Rompu, il n’aspirait plus qu’à se vautrer dans son lit, oubliant sa déconfiture dans les affres d’une nuit sans ardeur. L’attente lui semblait insurmontable. Il envisageait de prendre l’escalier jusqu’au huitième étage lorsque l’ascenseur s’arrêta enfin devant lui. Soupirant de soulagement, il s’y engouffra aussitôt.

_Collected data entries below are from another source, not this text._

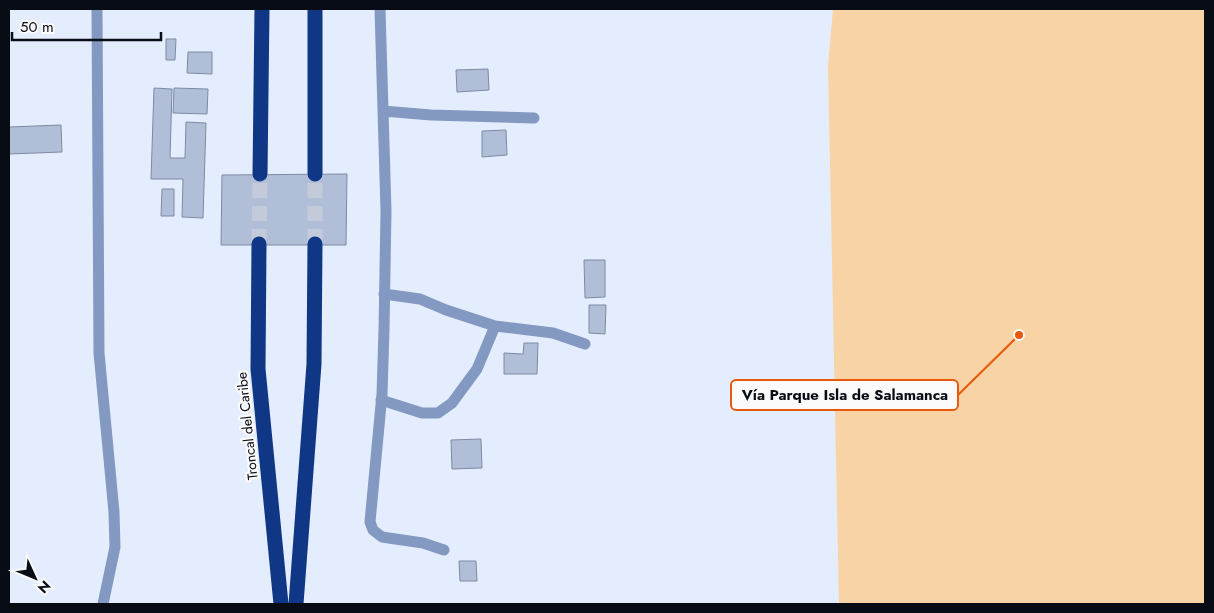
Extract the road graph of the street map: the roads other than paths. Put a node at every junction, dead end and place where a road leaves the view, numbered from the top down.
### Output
1 (97, 9) edge
2 (262, 9) edge
3 (315, 9) edge
4 (380, 9) edge
5 (384, 111) junction
6 (534, 118) dead end
7 (260, 174) tunnel mouth
8 (315, 174) tunnel mouth
9 (259, 244) tunnel mouth
10 (314, 244) tunnel mouth
11 (384, 294) junction
12 (495, 326) junction
13 (585, 344) dead end
14 (381, 400) junction
15 (444, 550) dead end
16 (102, 604) edge
17 (282, 604) edge
18 (296, 604) edge

1 - 16 lane
2 - 7 highway
3 - 8 highway
4 - 5 lane
5 - 6 lane
5 - 11 lane
9 - 17 highway, Troncal del Caribe
10 - 18 highway
11 - 12 lane
11 - 14 lane
12 - 13 lane
12 - 14 lane
14 - 15 lane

Immobile, silencieuse, drapée de noir, une jeune femme fixait de ses yeux sans couleur les boutons qui indiquaient son étage. Elle allait manifestement au 6. Luttant contre la curiosité, il se concentrait sur les sensations d’élévation qui faisaient tressauter son estomac barbouillé. Mais il la voyait, délicate, la taille fine, enserrée dans une robe assortie à ses cheveux de jais qui entouraient son visage et ensorcelaient son âme. L’ascenseur ouvrit ses portes, laissant Peterson dans la détresse. Elle restait pétrifiée, une fleur transie.  Il voulait parler, était figé, engourdi.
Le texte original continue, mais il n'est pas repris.